• _PROMPT_
State the number of lines in the following data that contain the string "main", and nothing else.

Dataset entries:
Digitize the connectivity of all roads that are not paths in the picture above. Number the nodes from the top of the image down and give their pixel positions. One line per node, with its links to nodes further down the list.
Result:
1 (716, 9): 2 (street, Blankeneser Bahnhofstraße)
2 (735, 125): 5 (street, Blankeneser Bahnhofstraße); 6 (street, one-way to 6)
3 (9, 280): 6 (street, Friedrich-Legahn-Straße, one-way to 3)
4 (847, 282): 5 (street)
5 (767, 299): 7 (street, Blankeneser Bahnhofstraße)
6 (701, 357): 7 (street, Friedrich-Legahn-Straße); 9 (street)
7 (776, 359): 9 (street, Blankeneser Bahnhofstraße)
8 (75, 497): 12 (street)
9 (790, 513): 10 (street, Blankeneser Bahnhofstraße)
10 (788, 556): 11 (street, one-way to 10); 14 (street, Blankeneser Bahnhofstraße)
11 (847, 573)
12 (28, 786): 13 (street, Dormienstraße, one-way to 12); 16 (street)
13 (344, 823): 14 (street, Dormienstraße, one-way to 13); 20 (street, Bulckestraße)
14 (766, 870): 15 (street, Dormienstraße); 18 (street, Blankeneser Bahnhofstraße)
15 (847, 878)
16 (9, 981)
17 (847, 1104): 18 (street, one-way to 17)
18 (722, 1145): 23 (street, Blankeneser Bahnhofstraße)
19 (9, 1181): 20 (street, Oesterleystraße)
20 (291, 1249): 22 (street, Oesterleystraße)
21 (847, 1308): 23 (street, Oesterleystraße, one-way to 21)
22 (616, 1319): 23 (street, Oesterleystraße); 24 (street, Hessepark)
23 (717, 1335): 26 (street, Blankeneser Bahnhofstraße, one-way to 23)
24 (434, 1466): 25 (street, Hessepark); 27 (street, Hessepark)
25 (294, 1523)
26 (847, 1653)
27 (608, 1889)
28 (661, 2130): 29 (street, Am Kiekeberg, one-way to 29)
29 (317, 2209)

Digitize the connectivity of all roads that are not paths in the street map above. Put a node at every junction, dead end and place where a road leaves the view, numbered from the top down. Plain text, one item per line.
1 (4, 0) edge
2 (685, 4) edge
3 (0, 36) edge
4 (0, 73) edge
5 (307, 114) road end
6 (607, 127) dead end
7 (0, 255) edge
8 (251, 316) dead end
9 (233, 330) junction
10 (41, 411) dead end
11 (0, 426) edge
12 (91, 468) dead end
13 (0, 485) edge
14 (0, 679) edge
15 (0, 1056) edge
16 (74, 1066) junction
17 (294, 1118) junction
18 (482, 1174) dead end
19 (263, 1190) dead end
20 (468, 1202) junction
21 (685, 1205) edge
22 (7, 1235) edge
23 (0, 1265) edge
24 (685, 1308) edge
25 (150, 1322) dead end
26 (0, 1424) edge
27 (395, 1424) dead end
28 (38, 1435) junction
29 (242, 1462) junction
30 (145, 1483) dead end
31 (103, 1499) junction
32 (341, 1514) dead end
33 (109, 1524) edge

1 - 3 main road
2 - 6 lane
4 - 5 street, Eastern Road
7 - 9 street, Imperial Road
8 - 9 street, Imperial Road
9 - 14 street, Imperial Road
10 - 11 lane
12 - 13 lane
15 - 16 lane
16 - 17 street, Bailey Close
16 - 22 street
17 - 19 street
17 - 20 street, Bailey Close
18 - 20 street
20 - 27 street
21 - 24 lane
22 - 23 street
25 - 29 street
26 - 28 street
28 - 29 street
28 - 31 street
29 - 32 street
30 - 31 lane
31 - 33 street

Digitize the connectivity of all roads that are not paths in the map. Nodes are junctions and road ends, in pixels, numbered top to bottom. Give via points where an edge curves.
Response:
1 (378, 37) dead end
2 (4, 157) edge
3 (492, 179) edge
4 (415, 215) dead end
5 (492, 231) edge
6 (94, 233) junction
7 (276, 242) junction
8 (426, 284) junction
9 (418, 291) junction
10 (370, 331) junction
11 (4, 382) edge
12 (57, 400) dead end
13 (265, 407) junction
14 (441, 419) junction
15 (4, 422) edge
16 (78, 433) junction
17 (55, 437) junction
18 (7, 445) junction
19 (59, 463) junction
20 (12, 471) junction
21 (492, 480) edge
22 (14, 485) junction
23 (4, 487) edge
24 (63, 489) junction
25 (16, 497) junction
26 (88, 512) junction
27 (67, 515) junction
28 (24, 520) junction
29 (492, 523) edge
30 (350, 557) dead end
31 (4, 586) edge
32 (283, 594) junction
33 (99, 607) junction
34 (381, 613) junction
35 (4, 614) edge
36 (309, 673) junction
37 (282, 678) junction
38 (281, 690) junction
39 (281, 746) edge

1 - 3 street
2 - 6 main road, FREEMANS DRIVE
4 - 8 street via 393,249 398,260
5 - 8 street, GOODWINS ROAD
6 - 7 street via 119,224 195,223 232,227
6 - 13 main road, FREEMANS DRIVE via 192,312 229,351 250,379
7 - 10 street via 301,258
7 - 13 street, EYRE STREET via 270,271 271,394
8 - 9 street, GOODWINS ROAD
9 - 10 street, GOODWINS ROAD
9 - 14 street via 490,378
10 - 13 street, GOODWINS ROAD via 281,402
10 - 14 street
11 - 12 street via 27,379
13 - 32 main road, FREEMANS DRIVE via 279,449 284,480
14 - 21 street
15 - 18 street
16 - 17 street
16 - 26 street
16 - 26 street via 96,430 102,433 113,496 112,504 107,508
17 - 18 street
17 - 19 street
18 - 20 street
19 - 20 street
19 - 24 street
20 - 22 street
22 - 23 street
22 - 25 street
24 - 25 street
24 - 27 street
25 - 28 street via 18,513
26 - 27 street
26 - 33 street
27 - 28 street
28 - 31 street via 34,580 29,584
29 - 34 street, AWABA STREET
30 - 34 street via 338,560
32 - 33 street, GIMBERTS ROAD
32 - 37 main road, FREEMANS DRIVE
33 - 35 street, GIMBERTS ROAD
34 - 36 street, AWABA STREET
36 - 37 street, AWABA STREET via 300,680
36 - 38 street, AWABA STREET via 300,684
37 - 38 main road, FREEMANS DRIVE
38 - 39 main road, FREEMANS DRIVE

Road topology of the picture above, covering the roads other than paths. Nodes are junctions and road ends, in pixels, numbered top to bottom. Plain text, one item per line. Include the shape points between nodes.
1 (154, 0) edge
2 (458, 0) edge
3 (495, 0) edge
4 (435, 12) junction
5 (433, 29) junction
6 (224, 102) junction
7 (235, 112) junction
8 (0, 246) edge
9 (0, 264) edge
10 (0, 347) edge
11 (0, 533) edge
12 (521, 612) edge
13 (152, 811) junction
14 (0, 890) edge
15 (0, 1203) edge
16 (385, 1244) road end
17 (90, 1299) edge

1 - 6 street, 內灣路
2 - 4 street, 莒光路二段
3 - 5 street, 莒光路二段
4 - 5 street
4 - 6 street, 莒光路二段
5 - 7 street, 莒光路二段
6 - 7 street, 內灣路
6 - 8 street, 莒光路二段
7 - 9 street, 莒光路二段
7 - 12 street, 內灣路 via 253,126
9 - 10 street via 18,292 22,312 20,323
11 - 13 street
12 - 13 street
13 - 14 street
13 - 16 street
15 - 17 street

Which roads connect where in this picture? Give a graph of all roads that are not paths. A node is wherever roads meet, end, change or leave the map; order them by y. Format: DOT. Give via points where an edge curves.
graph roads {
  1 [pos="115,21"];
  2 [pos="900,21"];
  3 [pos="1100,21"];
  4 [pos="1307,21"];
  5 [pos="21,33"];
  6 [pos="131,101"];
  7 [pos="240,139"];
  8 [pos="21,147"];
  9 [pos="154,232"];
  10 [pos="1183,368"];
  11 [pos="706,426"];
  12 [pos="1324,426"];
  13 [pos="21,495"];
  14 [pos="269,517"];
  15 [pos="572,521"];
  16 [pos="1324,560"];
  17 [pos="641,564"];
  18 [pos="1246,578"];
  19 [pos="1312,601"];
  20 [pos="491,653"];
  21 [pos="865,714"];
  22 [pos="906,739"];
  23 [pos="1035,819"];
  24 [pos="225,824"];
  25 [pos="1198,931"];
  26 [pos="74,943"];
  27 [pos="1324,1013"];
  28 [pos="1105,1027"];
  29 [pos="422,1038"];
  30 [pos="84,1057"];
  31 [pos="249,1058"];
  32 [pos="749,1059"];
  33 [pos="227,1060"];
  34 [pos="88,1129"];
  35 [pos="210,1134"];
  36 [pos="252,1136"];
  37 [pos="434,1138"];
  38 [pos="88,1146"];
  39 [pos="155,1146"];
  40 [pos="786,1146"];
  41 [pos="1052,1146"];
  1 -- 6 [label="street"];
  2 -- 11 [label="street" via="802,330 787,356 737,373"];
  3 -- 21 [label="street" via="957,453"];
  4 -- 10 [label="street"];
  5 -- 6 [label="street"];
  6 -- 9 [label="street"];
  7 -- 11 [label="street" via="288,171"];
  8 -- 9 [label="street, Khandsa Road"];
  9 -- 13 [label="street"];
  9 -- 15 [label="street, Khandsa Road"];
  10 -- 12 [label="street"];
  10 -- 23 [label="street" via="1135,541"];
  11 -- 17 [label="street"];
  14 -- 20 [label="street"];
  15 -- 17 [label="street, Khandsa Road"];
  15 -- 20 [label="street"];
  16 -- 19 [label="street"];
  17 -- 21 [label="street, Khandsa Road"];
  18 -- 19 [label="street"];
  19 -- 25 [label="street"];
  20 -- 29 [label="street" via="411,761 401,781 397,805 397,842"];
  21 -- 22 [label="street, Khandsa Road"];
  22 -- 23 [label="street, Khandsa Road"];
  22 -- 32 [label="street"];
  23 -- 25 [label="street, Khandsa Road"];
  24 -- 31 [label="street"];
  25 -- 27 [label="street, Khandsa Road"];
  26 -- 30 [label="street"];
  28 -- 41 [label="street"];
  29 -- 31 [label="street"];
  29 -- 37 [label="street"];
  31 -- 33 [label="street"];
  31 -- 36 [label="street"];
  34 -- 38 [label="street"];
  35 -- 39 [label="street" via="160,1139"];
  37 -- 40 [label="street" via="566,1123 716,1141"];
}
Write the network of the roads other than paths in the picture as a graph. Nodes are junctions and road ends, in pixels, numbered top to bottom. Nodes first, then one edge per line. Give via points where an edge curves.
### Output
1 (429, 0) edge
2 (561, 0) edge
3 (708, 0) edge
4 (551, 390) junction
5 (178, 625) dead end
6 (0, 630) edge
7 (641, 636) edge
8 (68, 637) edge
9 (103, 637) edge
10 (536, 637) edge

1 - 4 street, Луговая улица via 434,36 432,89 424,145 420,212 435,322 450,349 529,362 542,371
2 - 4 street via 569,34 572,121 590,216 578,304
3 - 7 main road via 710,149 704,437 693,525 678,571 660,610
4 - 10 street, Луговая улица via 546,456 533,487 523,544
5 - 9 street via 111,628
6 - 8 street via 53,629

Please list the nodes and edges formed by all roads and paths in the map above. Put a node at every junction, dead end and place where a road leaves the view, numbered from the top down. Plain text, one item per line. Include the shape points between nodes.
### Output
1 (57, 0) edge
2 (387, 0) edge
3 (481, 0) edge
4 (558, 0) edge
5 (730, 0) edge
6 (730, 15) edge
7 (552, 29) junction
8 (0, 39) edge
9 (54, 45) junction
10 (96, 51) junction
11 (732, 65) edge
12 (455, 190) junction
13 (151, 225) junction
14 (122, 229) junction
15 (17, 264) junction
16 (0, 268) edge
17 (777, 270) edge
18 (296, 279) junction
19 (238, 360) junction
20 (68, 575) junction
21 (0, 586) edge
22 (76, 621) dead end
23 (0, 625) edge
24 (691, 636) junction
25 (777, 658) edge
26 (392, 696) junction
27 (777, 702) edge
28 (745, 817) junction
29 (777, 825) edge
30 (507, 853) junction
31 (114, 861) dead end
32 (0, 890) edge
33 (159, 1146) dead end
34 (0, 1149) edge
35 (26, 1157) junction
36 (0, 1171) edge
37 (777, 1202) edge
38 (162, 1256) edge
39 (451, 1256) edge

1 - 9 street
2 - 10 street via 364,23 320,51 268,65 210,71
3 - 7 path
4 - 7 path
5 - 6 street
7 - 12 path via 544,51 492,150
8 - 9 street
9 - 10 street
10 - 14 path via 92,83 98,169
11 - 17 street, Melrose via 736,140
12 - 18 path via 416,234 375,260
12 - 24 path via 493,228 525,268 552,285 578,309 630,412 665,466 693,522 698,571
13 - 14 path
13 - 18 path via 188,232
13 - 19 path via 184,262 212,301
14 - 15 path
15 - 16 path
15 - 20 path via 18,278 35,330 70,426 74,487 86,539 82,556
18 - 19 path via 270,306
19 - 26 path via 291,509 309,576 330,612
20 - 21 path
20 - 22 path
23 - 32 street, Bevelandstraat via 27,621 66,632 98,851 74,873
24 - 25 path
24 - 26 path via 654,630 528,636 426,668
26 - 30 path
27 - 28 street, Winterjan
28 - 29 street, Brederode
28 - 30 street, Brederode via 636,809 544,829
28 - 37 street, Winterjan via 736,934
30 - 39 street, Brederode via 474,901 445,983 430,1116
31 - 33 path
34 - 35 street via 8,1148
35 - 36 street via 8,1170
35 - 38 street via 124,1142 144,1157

• _WRITTEN RESPONSE_
8